Charged spin-1/2 matter waves in weak gravitational-wave backgrounds accumulate dynamical, spin, and Aharonov-Bohm phases all set by the same tidal curvature scale.

A machine-rendered reading of the paper's core claim, the machinery that carries it, and where it could break.

The paper builds a semiclassical treatment of charged spin-1/2 particles by expanding the covariant Dirac equation in the WKB limit. The total phase separates into a dynamical term, a spin term, and an electromagnetic Aharonov-Bohm term. In a weak gravitational-wave background all three contributions are fixed by local tidal fields evaluated in the freely falling frame. For a Mach-Zehnder geometry the responses share one overall scale set by the second time derivative of the wave amplitude yet couple through distinct physical mechanisms. A reader would care because the work shows how quantum interference can separately sense gravitoelectric curvature, gravitomagnetic curvature, and curvature-induced electromagnetic fields.

Core claim

In a weak gravitational-wave background the dynamical and spin phases probe the gravitoelectric and gravitomagnetic sectors of curvature while the AB phase arises from curvature-induced electromagnetic fields obtained from Maxwell's equations in curved spacetime. For a Mach-Zehnder interferometer all three responses are determined by the same tidal scale ḧ_A ∼ Ω²_gw h_0 and filtered by a common geometric kernel while entering through distinct physical couplings. The AB contribution depends not only on the enclosed flux but also on spatial variations of the induced fields and exhibits an intrinsic frequency dependence set by the traversal time.

What carries the argument

WKB expansion of the covariant Dirac equation that decomposes the accumulated phase into dynamical, spin, and Aharonov-Bohm contributions, each governed by local tidal fields in the freely falling detector frame.

If this is right

All three phase channels share the same geometric kernel set by the interferometer layout.
The Aharonov-Bohm channel carries an extra frequency dependence fixed by particle traversal time across the arms.
Dynamical and spin phases separately sense the gravitoelectric and gravitomagnetic parts of the curvature.
The framework supplies a single description that covers time-dependent gravitational-wave backgrounds.
Curvature imprints itself on quantum interference through three distinct physical couplings.

Where Pith is reading between the lines

These are editorial extensions of the paper, not claims the author makes directly.

Different phase channels could be used to isolate gravitoelectric from gravitomagnetic effects in the same device.
The shared tidal scale implies that matter-wave interferometers and electromagnetic sensors respond to the same effective frequency content of a gravitational wave.
Spatial gradients of the induced electromagnetic fields open an additional observable that is absent in neutral-particle interferometry.

Load-bearing premise

The WKB semiclassical approximation remains valid for the covariant Dirac equation of charged spin-1/2 particles in time-dependent weak gravitational-wave backgrounds.

What would settle it

An experiment in which the measured phase shifts of a charged-fermion Mach-Zehnder interferometer fail to share a common tidal scale proportional to the second time derivative of the gravitational-wave amplitude.

read the original abstract

A matter wave propagating through curved spacetime accumulates phase that encodes both geometry and gauge structure.
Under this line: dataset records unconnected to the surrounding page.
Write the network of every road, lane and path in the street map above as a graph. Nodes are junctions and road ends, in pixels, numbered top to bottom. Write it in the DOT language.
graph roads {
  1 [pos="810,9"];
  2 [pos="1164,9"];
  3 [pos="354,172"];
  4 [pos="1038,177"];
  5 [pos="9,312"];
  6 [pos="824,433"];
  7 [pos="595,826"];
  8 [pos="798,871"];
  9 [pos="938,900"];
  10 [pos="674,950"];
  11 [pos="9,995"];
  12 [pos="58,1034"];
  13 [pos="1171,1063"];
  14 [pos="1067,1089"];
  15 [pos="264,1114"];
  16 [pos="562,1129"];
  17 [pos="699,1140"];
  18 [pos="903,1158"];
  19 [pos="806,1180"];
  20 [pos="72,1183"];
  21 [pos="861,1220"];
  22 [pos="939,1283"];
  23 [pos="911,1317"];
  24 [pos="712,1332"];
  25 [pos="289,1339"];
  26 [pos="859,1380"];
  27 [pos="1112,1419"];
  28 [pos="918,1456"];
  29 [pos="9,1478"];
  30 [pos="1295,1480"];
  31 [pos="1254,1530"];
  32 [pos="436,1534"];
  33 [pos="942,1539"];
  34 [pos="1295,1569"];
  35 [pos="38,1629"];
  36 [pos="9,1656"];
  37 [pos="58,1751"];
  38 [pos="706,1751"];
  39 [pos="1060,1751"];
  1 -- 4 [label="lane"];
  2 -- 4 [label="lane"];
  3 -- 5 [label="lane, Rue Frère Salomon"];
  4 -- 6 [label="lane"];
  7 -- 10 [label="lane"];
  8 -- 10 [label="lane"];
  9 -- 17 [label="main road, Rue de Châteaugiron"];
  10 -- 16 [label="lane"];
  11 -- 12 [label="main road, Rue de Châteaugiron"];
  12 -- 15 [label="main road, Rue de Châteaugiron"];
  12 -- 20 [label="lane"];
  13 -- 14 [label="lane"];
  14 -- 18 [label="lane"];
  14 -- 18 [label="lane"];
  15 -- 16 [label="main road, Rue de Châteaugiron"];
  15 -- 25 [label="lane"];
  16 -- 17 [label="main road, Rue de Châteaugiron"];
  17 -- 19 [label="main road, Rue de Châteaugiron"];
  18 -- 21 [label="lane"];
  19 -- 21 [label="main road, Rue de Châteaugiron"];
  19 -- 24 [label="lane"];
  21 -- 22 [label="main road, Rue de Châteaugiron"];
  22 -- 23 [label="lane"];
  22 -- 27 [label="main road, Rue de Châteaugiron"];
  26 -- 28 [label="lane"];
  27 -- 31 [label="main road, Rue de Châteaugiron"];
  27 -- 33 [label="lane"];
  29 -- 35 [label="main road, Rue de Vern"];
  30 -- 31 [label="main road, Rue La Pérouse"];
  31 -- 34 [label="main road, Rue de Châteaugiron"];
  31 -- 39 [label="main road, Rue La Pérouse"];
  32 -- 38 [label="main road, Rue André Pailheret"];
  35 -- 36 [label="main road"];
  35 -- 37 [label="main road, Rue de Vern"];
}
We develop a semiclassical framework for charged spin-$1/2$ matter-wave interferometers based on a WKB expansion of the covariant Dirac equation, in which the phase decomposes into dynamical, spin, and electromagnetic Aharonov-Bohm (AB) contributions. In a freely falling detector frame, all three channels are governed by local tidal fields. In a weak gravitational-wave (GW) background, the dynamical and spin phases probe the gravitoelectric and gravitomagnetic sectors of curvature, while the AB phase arises from curvature-induced electromagnetic fields obtained from Maxwell's equations in curved spacetime. For a Mach-Zehnder interferometer (MZI), all three responses are determined by the same tidal scale, $\ddot{h}_A \sim \Omega^2_{gw}h_0$, and filtered by a common geometric kernel, while entering through distinct physical couplings. In particular, the AB contribution depends not only on the enclosed flux but also on spatial variations of the induced fields and exhibits an intrinsic frequency dependence set by the traversal time. These results provide a unified description of matter-wave interferometric phases in time-dependent GW backgrounds and identify complementary dynamical, spin, and electromagnetic pathways through which spacetime curvature imprints itself on quantum interference.

Editorial analysis

A structured set of objections, weighed in public.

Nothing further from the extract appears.